▸ Your assignment
The word "South" may appear in the records below. Report how many lines contain it, and write nothing besides the number.

Dataset entries
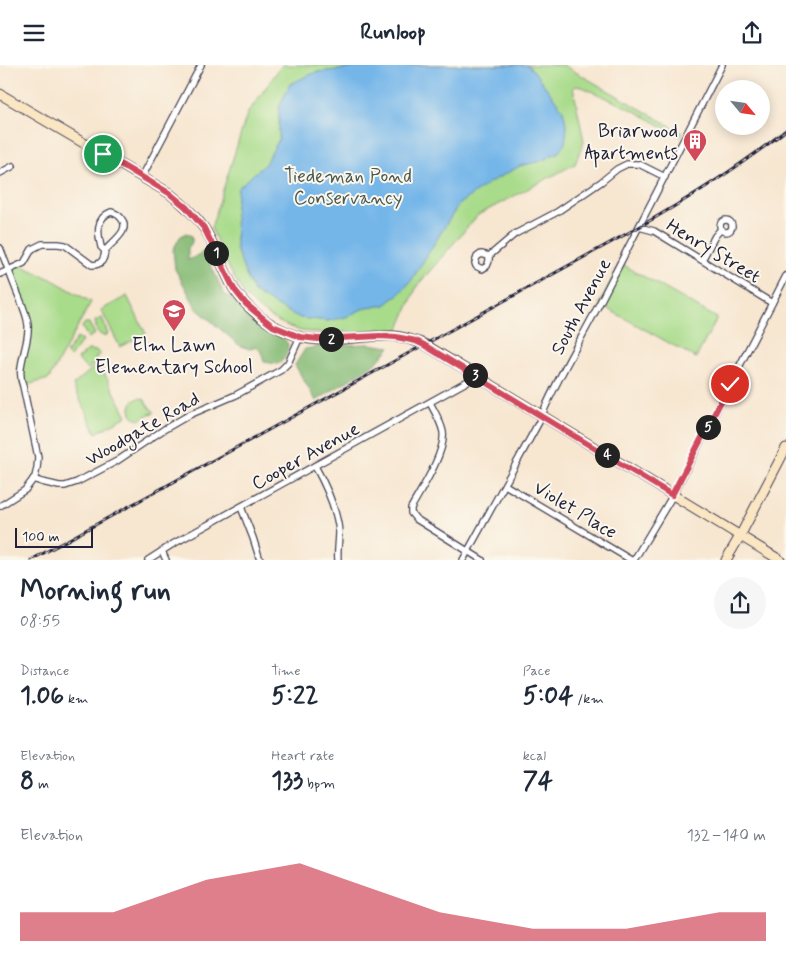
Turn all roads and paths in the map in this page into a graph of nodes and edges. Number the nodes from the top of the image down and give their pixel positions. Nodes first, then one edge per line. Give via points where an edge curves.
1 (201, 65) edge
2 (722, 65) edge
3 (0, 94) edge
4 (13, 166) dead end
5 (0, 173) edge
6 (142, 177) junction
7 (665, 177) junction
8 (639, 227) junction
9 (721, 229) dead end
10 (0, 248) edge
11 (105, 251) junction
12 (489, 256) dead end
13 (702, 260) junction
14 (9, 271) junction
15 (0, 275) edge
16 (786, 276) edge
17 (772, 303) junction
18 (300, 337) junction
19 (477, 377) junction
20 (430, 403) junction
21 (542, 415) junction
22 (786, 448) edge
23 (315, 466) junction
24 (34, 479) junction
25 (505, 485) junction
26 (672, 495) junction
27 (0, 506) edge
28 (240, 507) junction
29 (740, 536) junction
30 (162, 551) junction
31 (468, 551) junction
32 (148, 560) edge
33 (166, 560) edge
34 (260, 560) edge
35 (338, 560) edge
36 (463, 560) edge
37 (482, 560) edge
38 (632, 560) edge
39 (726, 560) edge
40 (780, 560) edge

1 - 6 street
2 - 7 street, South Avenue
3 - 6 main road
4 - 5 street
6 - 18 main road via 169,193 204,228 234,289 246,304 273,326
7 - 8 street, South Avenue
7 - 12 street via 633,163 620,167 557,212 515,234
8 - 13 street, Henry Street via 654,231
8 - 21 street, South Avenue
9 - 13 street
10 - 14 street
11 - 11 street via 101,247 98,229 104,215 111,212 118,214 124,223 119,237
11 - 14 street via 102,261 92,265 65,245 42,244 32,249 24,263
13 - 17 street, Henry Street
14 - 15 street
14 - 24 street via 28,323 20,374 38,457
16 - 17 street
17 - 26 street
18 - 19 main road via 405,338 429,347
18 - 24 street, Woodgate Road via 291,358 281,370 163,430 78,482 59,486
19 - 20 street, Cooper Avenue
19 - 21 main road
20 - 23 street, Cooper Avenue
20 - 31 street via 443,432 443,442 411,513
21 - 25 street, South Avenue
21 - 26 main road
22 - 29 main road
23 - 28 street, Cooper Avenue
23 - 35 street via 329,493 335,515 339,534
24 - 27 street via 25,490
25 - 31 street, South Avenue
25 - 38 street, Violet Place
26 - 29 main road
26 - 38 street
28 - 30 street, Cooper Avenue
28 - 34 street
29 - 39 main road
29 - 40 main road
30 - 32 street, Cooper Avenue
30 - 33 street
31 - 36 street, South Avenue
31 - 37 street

▸ Output for this task
6